[Collected data]
────
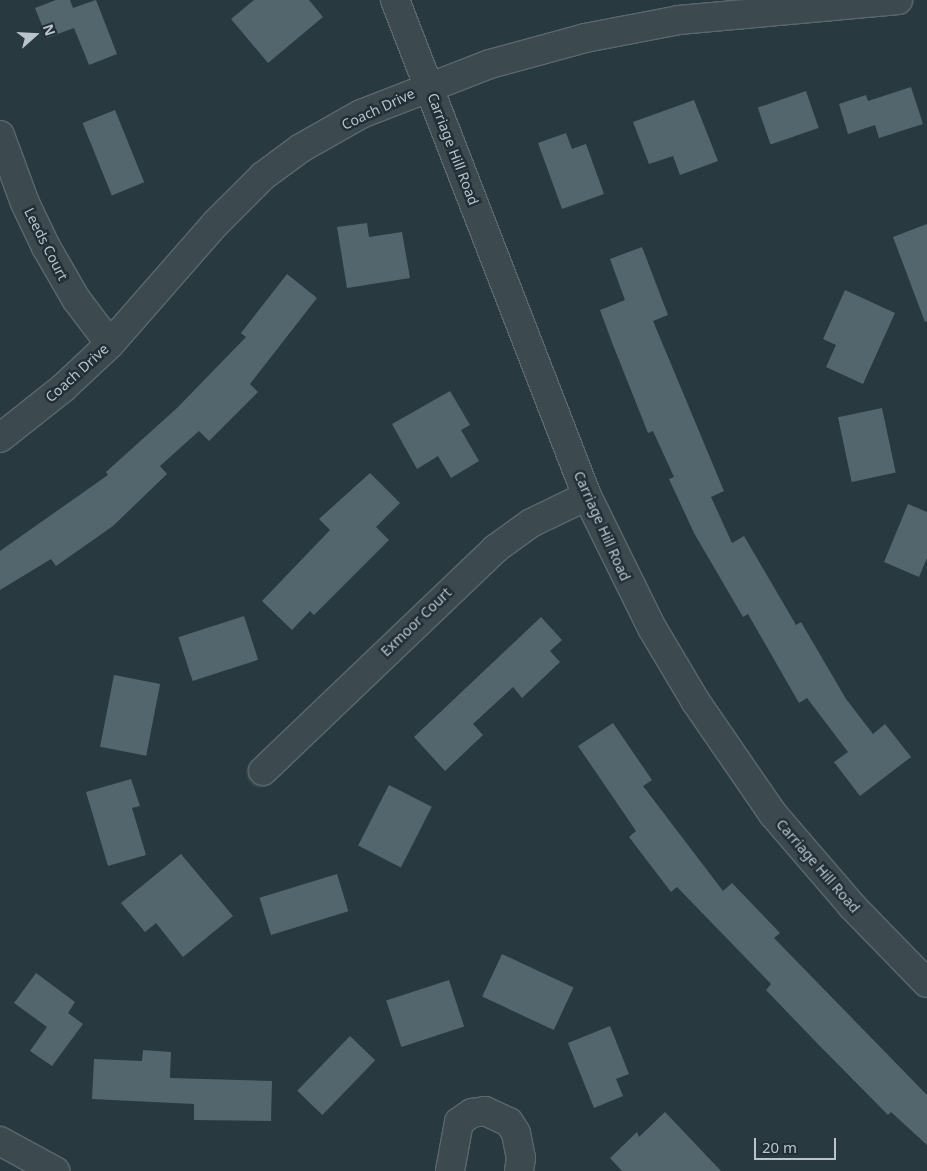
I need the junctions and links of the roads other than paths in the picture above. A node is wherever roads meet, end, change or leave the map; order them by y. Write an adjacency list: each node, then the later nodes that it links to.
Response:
1 (395, 0): 4 (street, Carriage Hill Road)
2 (898, 0): 3 (street, Coach Drive)
3 (782, 4): 4 (street, Coach Drive)
4 (428, 86): 6 (street, Coach Drive); 8 (street, Carriage Hill Road)
5 (0, 135): 6 (street, Leeds Court)
6 (110, 344): 7 (street, Coach Drive)
7 (0, 438)
8 (587, 496): 9 (street, Exmoor Court); 10 (street, Carriage Hill Road)
9 (263, 771)
10 (927, 983)
11 (0, 1141): 12 (street)
12 (55, 1171)
13 (450, 1171): 14 (street)
14 (519, 1171)

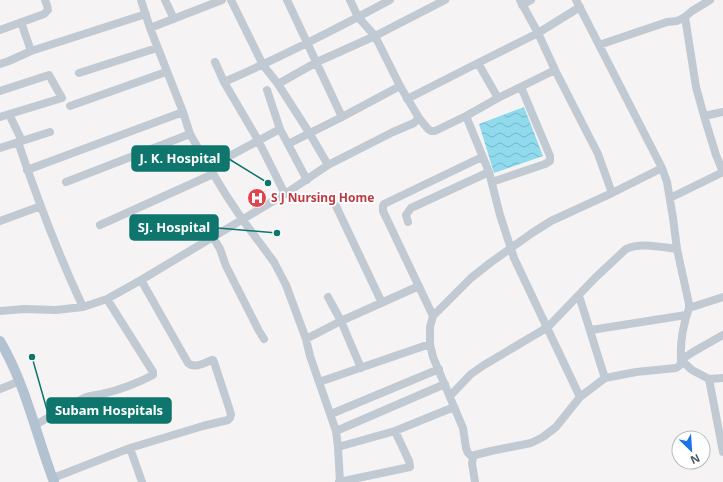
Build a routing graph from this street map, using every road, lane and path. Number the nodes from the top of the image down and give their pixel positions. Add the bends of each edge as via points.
1 (45, 0) edge
2 (141, 0) edge
3 (165, 0) edge
4 (222, 0) edge
5 (232, 0) edge
6 (287, 0) edge
7 (350, 0) edge
8 (390, 0) edge
9 (445, 0) edge
10 (531, 0) edge
11 (710, 0) edge
12 (521, 2) edge
13 (578, 2) edge
14 (146, 14) junction
15 (358, 17) junction
16 (685, 17) junction
17 (174, 19) junction
18 (21, 22) junction
19 (150, 28) junction
20 (0, 30) edge
21 (538, 33) junction
22 (374, 36) junction
23 (307, 43) junction
24 (599, 45) junction
25 (157, 48) junction
26 (31, 51) junction
27 (215, 62) dead end
28 (317, 62) junction
29 (478, 63) junction
30 (0, 64) edge
31 (263, 65) junction
32 (555, 70) junction
33 (80, 72) dead end
34 (166, 72) junction
35 (224, 82) junction
36 (278, 84) junction
37 (400, 86) junction
38 (521, 87) junction
39 (267, 90) dead end
40 (0, 91) edge
41 (498, 98) junction
42 (407, 99) junction
43 (70, 106) dead end
44 (183, 112) junction
45 (723, 112) edge
46 (8, 114) junction
47 (466, 116) junction
48 (704, 116) junction
49 (0, 117) edge
50 (342, 117) junction
51 (418, 118) junction
52 (280, 129) junction
53 (50, 132) dead end
54 (190, 134) junction
55 (310, 134) junction
56 (258, 140) junction
57 (20, 142) junction
58 (288, 144) junction
59 (0, 148) edge
60 (482, 157) junction
61 (328, 165) junction
62 (662, 168) junction
63 (27, 170) junction
64 (211, 170) junction
65 (489, 172) junction
66 (307, 180) junction
67 (66, 182) dead end
68 (492, 182) junction
69 (612, 193) junction
70 (285, 194) junction
71 (670, 198) junction
72 (41, 206) junction
73 (336, 206) dead end
74 (242, 219) junction
75 (0, 221) edge
76 (408, 222) dead end
77 (100, 224) dead end
78 (214, 237) junction
79 (511, 248) junction
80 (677, 249) junction
81 (141, 280) junction
82 (419, 286) junction
83 (579, 296) junction
84 (328, 297) dead end
85 (723, 297) edge
86 (107, 299) junction
87 (382, 303) junction
88 (83, 308) junction
89 (0, 311) edge
90 (687, 312) junction
91 (433, 316) junction
92 (340, 321) junction
93 (548, 328) junction
94 (591, 330) junction
95 (723, 335) edge
96 (264, 339) dead end
97 (306, 340) junction
98 (0, 341) edge
99 (430, 344) junction
100 (681, 360) junction
101 (361, 368) junction
102 (439, 369) junction
103 (605, 378) junction
104 (723, 378) edge
105 (709, 379) junction
106 (20, 381) junction
107 (320, 382) junction
108 (445, 384) junction
109 (0, 390) edge
110 (450, 396) junction
111 (580, 397) junction
112 (454, 407) junction
113 (331, 414) junction
114 (35, 425) junction
115 (336, 431) junction
116 (395, 431) junction
117 (722, 441) edge
118 (338, 447) junction
119 (130, 448) junction
120 (723, 452) edge
121 (473, 458) junction
122 (53, 480) edge
123 (142, 482) edge
124 (339, 482) edge
125 (476, 482) edge

1 - 18 street via 48,10 44,14
2 - 14 street
3 - 17 street
4 - 17 street
5 - 31 street
6 - 23 street
7 - 15 street
8 - 15 street
9 - 22 street
10 - 12 street
11 - 16 street
12 - 21 street
13 - 21 street
13 - 24 street
14 - 19 street
14 - 26 street
15 - 22 street
15 - 23 street
16 - 24 street
16 - 48 street via 696,87
17 - 19 street
18 - 20 street
18 - 26 street
19 - 25 street
21 - 29 street
21 - 32 street
22 - 28 street
22 - 37 street
23 - 28 street
23 - 31 street
24 - 62 street
25 - 33 street
25 - 34 street
26 - 30 street
27 - 35 street
28 - 36 street
28 - 50 street
29 - 41 street
29 - 42 street
31 - 35 street
31 - 36 street
32 - 38 street
32 - 69 street via 598,154
34 - 43 street
34 - 44 street
35 - 56 street
36 - 55 street
37 - 42 street
37 - 50 street
38 - 41 street
38 - 68 street via 550,161
39 - 52 street
40 - 46 street via 49,75 62,98
41 - 47 street
42 - 51 street
44 - 54 street
44 - 63 street
45 - 48 street
46 - 49 street
46 - 57 street
47 - 51 street via 435,131 428,129
47 - 60 street
48 - 71 street via 723,172
50 - 55 street
51 - 61 street via 414,124 392,132
52 - 56 street
52 - 58 street
53 - 57 street
54 - 64 street
54 - 67 street
55 - 58 street
55 - 61 street
56 - 64 street
56 - 70 street
57 - 59 street
57 - 63 street
58 - 66 street
60 - 65 street
60 - 82 street via 383,206 383,211
61 - 66 street
62 - 69 street
62 - 71 street
63 - 72 street
64 - 74 street
64 - 77 street via 191,184
65 - 68 street
65 - 76 street via 412,208 406,215
66 - 70 street
68 - 79 street
69 - 79 street via 552,221
70 - 74 street
71 - 80 street
72 - 75 street
72 - 88 street
73 - 87 street
74 - 78 street
74 - 97 street via 280,272
78 - 81 street
78 - 96 street
79 - 91 street via 471,278
79 - 93 street
80 - 83 street via 632,246 595,278
80 - 90 street via 689,304
81 - 86 street
81 - 119 street via 188,363 195,366 213,360 231,414 228,420
82 - 87 street
82 - 91 street
83 - 93 street
83 - 94 street
84 - 92 street
85 - 90 street
86 - 88 street
86 - 114 street via 153,375 119,389 84,398
87 - 92 street
88 - 89 street
90 - 94 street
90 - 100 street via 681,340
91 - 99 street
92 - 97 street
92 - 101 street
93 - 110 street via 471,374
93 - 111 street
94 - 103 street
95 - 100 street
97 - 107 street
98 - 106 main road
99 - 101 street
99 - 102 street
100 - 103 street via 680,366 676,368
100 - 105 street via 692,370
101 - 107 street
102 - 108 street
102 - 113 street
103 - 111 street
104 - 105 street
105 - 117 street
106 - 109 street
106 - 114 main road
107 - 113 street
108 - 110 street
108 - 115 street
110 - 112 street
111 - 121 street via 556,427 543,437 531,443 479,454
112 - 116 street
112 - 121 street via 463,428 466,448
113 - 115 street
114 - 122 main road
115 - 118 street
116 - 118 street
116 - 124 street via 410,467
117 - 120 street
118 - 124 street
119 - 122 street
119 - 123 street
121 - 125 street

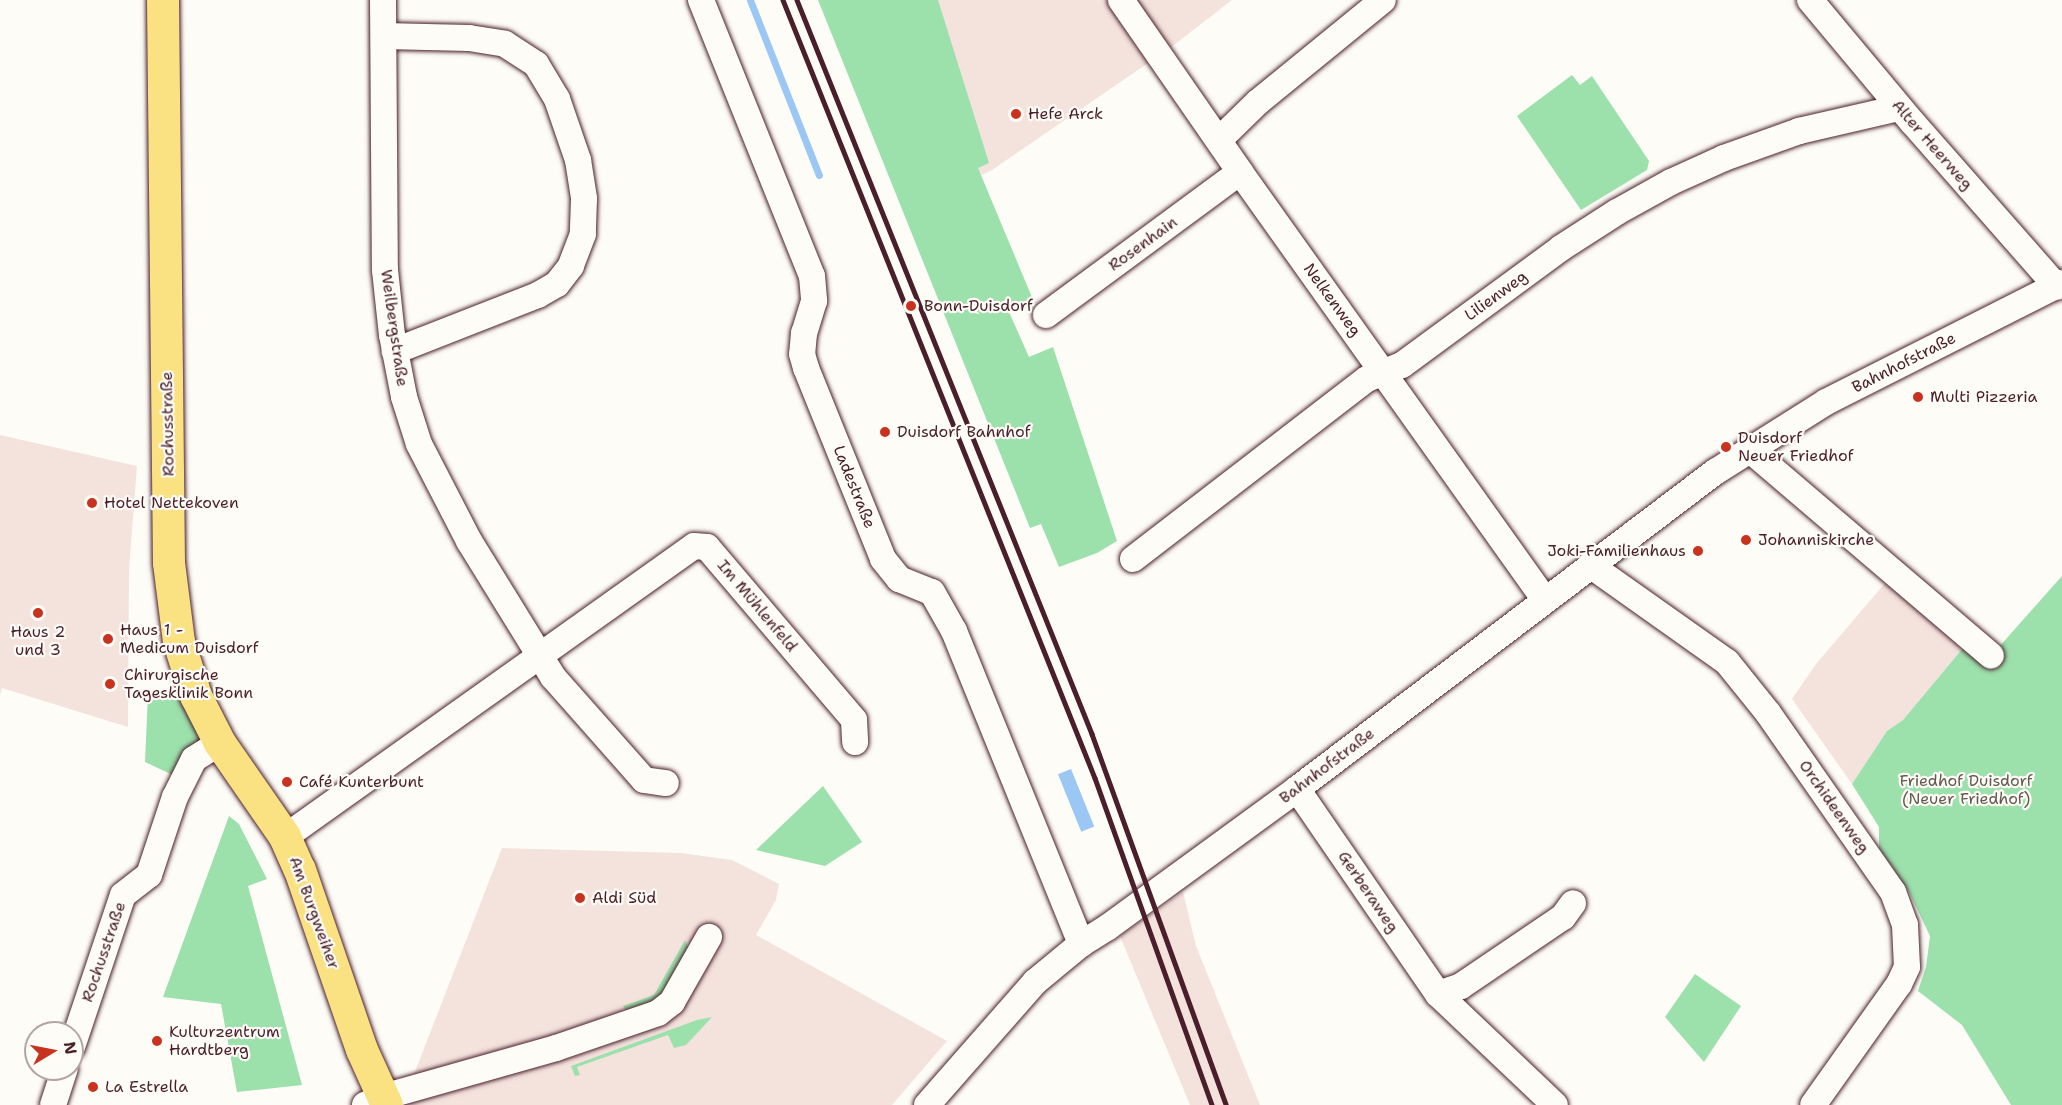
────
■ What you should do
Lines in the data holding the word "Drive": count them and say how many, nothing more.

■ Answer section
4